Dixon dice una cosa molto semplice che altri ambienti non si stancavano di ripetere da tempo. Non è possibile che un amministratore delegato di una grande banca d’affari americana guadagni cifre spropositate (si arriva anche ad un rapporto di 500 ad 1 rispetto al salario del dipendente che guadagna meno) quando le cose vanno bene e guadagni le stesse cifre quando queste vanno male (perché tanto è lui a decidere se staccarsi o no un assegno o perché, in caso di licenziamento da parte degli azionisti, ha comunque il “paracadute d’oro”, ovvero una buonuscita che gli garantisce le stesse cifre).
A parte il problema morale la questione è che un manager con questo sistema di incentivi avrà una propensione al rischio smisurata ed entrerà in conflitto con gli interessi degli altri stakeholders, persino con quelli dei clienti della banca stessa, minando alla radice ciò che in fin dei conti tiene in piedi un’istituzione finanziaria, ovvero la fiducia dei clienti.
Interessante il confronto con il vituperato mondo della politica. Anche se “la casta” viene oggi additata dai più come colpevole di fare i propri interessi a scapito del bene del paese il controllo sociale su di essa è in realtà molto più forte. Il grado di attenzione dei media è tale che tentativi di aumento delle retribuzioni di deputati e senatori sono osteggiati e spesso bloccati. Ma le decisioni nella stessa direzione da parte dei grandi manager muovono cifre ben maggiori e sono sottoposte ad un controllo sociale molto inferiore.
L’unico elemento di speranza in questo quadro è che l’economia si va facendo sempre più multipolare. Dalle crisi finanziarie asiatiche degli anni ’90 i paesi di quell’area hanno imparato la lezione, riducendo il loro grado di sensibilità ai movimenti di capitali esteri, accumulando ossessivamente riserve che oggi sono investite attraverso fondi sovrani che intervengono in salvataggio delle grandi banche internazionali più in difficoltà. La pluralità di attori e la differenza delle strategie adottate è un importante elemento di diversificazione del rischio a livello internazionale. Se la FED insegue molto di più i mercati finanziari cercando di scongiurare la recessione, la BCE fa bene a non seguire lo stesso esempio. Il motivo vero per cui ciò avviene è che, grazie ad un comportamento più marcatamente antinflazionistico, la BCE si è costruita una reputazione attraverso la quale l’euro sta lentamente soppiantando il dollaro come valuta di riserva internazionale.

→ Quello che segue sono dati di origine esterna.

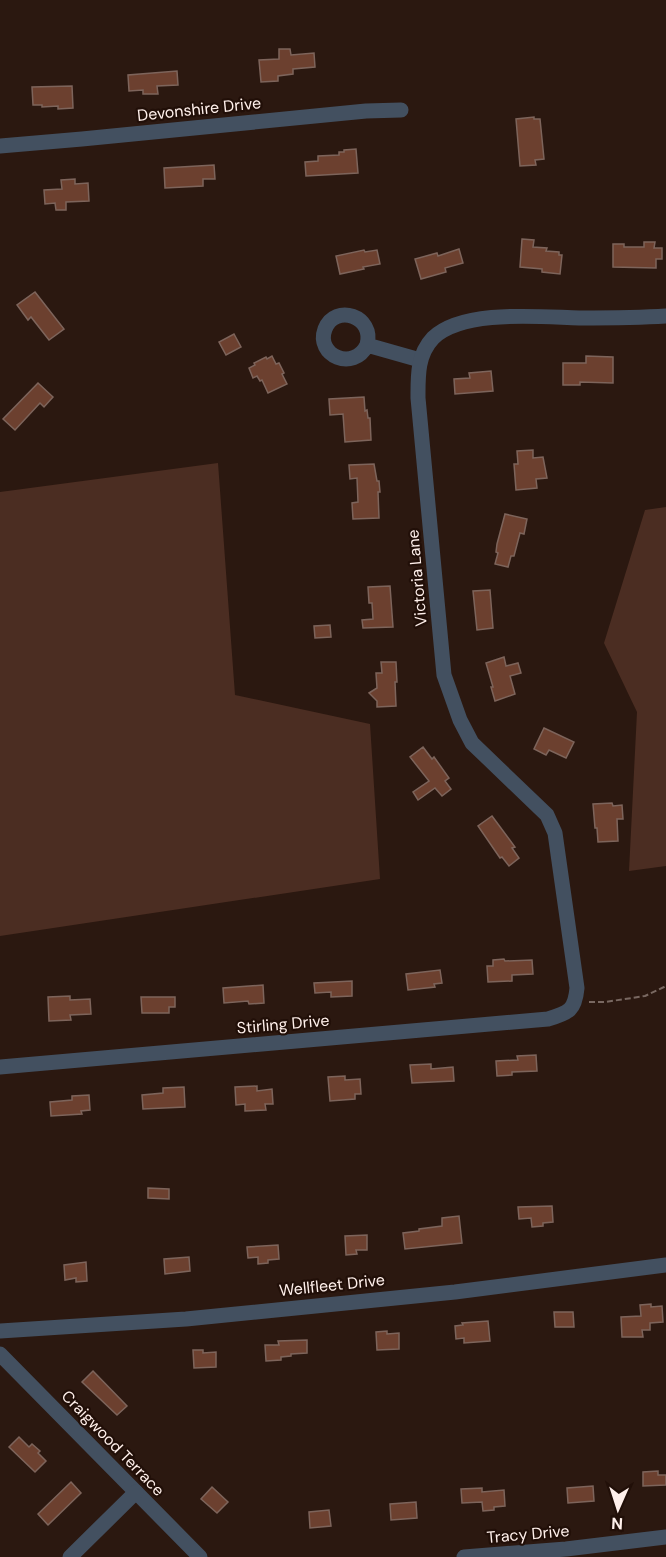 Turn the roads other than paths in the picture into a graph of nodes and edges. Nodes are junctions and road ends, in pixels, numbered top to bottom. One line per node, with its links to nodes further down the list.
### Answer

Sarebbe bene che le economie europee mantenessero salde alcune differenze caratteristiche proprio per attenuare i rischi di contagio internazionale in caso di crisi finanziarie (si guardi a quanto poco le banche più tradizionali sono state colpite dalla crisi subprime). Capacità di risparmio, un sistema di welfare che garantisce la copertura delle spese mediche ai non abbienti, livelli d’indebitamento nel credito al consumo bassi, banche che svolgono il loro compito tradizionale di prestare denaro e non di vendere aggressivamente prodotti derivati di cui non conoscono fino in fondo le caratteristiche sono virtù importanti e non è certo il caso di inseguire i modelli di oltreoceano.
Nelle pur ballerine classifiche della soddisfazione di vita gli Stati Uniti vengono sempre dietro i paesi dell’Europa continentale e il loro grado di felicità non ha affatto seguito la spettacolare ascesa del reddito pro capite del dopoguerra. Per non parlare del divario che ci sarebbe misurando l’investimento nel tempo libero, la ricchezza pro capite e la sua distribuzione tra le due aree.
L’eterogeneità dei sistemi aumenterà in futuro, come già avviene per la popolazione più dinamica, la possibilità di soddisfazione di vita di ciascuno che, votando con i propri piedi, potrà scegliere la cultura e il sistema socioeconomico più consono ai propri gusti.